Une des trois personnes chargées de surveiller Singh, retrouvé mort dans sa cellule de la prison Tihar de New Delhi le 11 mars au matin, ne s'était pas présenté au travail la veille au soir. «Il n'y avait pas de garde de surveillance cette nuit-là», a déclaré cette source au quotidien.

Garde dans son bureau

Selon une autre source, les images de vidéo surveillance montrent qu'un autre garde, qui aurait dû effectuer des rondes, n'avait pas quitté son bureau. Un porte-parole de la prison n'a pas souhaité confirmer ces informations, indiquant que l'enquête était toujours en cours.

Ram Singh était l'instigateur présumée du viol collectif d'une étudiante dans un bus de New Delhi, le 16 décembre, un fait-divers qui a révolté le pays et suscité une réflexion sur les violences infligées aux Indiennes. La jeune femme avait succombé à ses blessures quelques quelques jours plus tard.

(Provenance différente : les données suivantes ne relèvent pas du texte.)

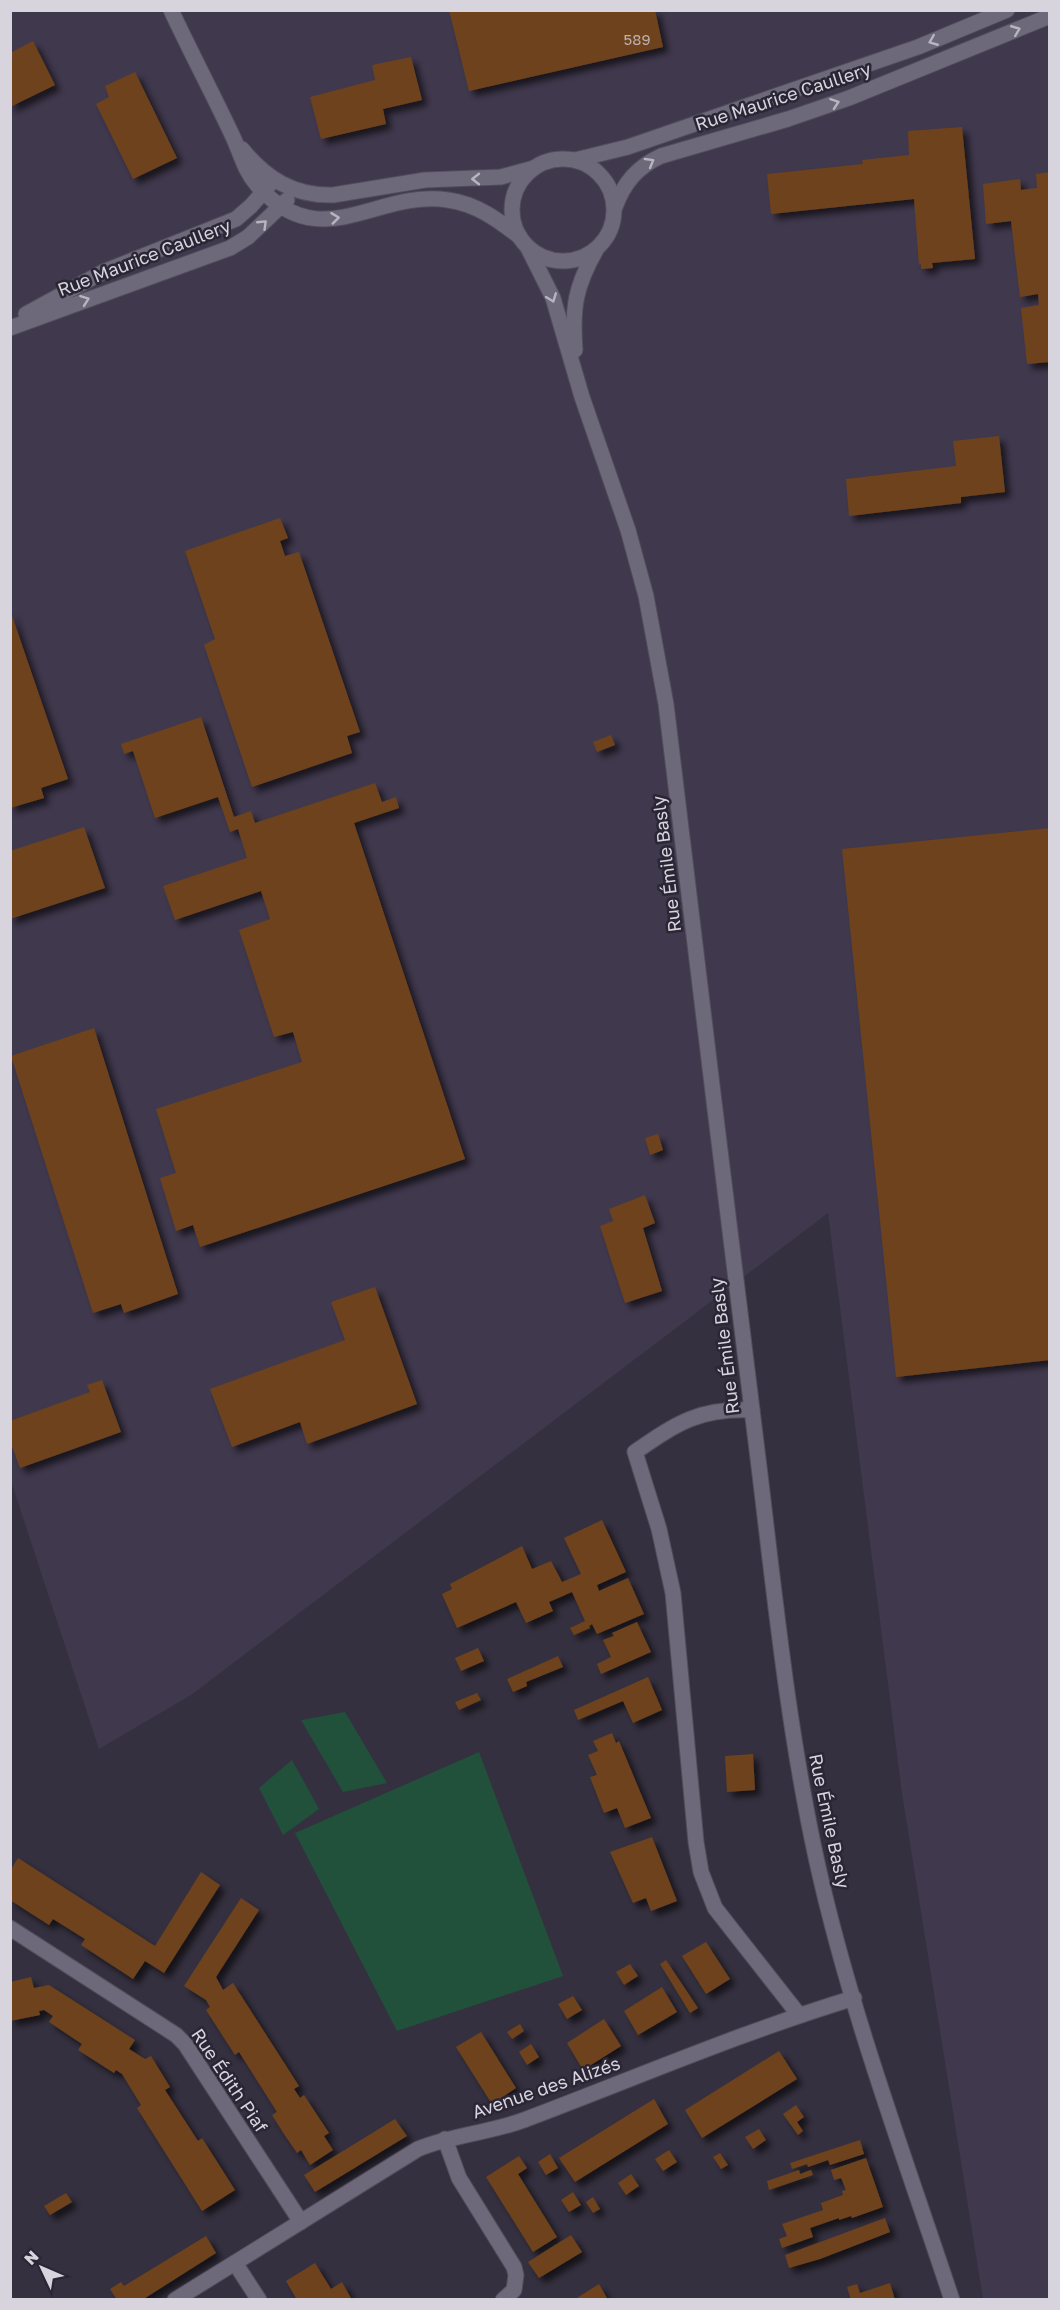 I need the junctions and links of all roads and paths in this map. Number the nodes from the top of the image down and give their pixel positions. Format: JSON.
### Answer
{"nodes":[{"id":1,"x":171,"y":10,"type":"edge"},
{"id":2,"x":1006,"y":10,"type":"edge"},
{"id":3,"x":1050,"y":16,"type":"edge"},
{"id":4,"x":234,"y":140,"type":"junction"},
{"id":5,"x":575,"y":160,"type":"junction"},
{"id":6,"x":534,"y":168,"type":"junction"},
{"id":7,"x":274,"y":180,"type":"junction"},
{"id":8,"x":296,"y":191,"type":"junction"},
{"id":9,"x":263,"y":192,"type":"junction"},
{"id":10,"x":281,"y":206,"type":"junction"},
{"id":11,"x":615,"y":207,"type":"junction"},
{"id":12,"x":523,"y":241,"type":"junction"},
{"id":13,"x":596,"y":249,"type":"junction"},
{"id":14,"x":10,"y":322,"type":"edge"},
{"id":15,"x":10,"y":328,"type":"edge"},
{"id":16,"x":577,"y":380,"type":"junction"},
{"id":17,"x":752,"y":1410,"type":"junction"},
{"id":18,"x":10,"y":1929,"type":"edge"},
{"id":19,"x":854,"y":1998,"type":"junction"},
{"id":20,"x":799,"y":2015,"type":"junction"},
{"id":21,"x":445,"y":2139,"type":"junction"},
{"id":22,"x":301,"y":2222,"type":"junction"},
{"id":23,"x":235,"y":2262,"type":"junction"},
{"id":24,"x":175,"y":2300,"type":"edge"},
{"id":25,"x":259,"y":2300,"type":"edge"},
{"id":26,"x":503,"y":2300,"type":"edge"},
{"id":27,"x":952,"y":2300,"type":"edge"}],
"edges":[{"from":1,"to":4,"type":"street"},
{"from":2,"to":5,"type":"street","name":"Rue Maurice Caullery","one_way":true},
{"from":11,"to":3,"type":"street","name":"Rue Maurice Caullery","one_way":true},
{"from":4,"to":7,"type":"street"},
{"from":4,"to":9,"type":"street"},
{"from":5,"to":6,"type":"street","name":"Rue Maurice Caullery"},
{"from":5,"to":11,"type":"street"},
{"from":6,"to":8,"type":"street","name":"Rue Maurice Caullery","one_way":true},
{"from":6,"to":12,"type":"street"},
{"from":7,"to":8,"type":"street","name":"Rue Maurice Caullery"},
{"from":7,"to":9,"type":"street","name":"Rue Maurice Caullery"},
{"from":8,"to":10,"type":"street","name":"Rue Maurice Caullery"},
{"from":9,"to":10,"type":"street"},
{"from":9,"to":14,"type":"street","name":"Rue Maurice Caullery"},
{"from":10,"to":12,"type":"street","one_way":true},
{"from":15,"to":10,"type":"street","name":"Rue Maurice Caullery","one_way":true},
{"from":11,"to":13,"type":"street","name":"Rue Maurice Caullery"},
{"from":12,"to":13,"type":"street"},
{"from":12,"to":16,"type":"street","name":"Rue Émile Basly","one_way":true},
{"from":13,"to":16,"type":"street","name":"Rue Émile Basly"},
{"from":16,"to":17,"type":"street","name":"Rue Émile Basly"},
{"from":17,"to":19,"type":"street","name":"Rue Émile Basly"},
{"from":17,"to":20,"type":"street"},
{"from":18,"to":22,"type":"street","name":"Rue Édith Piaf"},
{"from":19,"to":20,"type":"street","name":"Avenue des Alizés"},
{"from":19,"to":27,"type":"street","name":"Rue Émile Basly"},
{"from":20,"to":21,"type":"street","name":"Avenue des Alizés"},
{"from":21,"to":22,"type":"street","name":"Avenue des Alizés"},
{"from":21,"to":26,"type":"street"},
{"from":22,"to":23,"type":"street","name":"Avenue des Alizés"},
{"from":23,"to":24,"type":"street","name":"Avenue des Alizés"},
{"from":23,"to":25,"type":"street"}]}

Ram Singh, 34 ans, avait été arrêté peu après le viol, avec les cinq autres membres du groupe. Il a été retrouvé mort dans sa cellule le 11 mars à l'aube. Selon les autorités pénitentiaires, il s'est pendu avec une corde fabriquée avec ses vêtements noués les uns aux autres. Mais sa famille et son avocat évoquent l'hypothèse d'un meurtre, soulignant qu'il y avait d'autres détenus avec lui dans la cellule.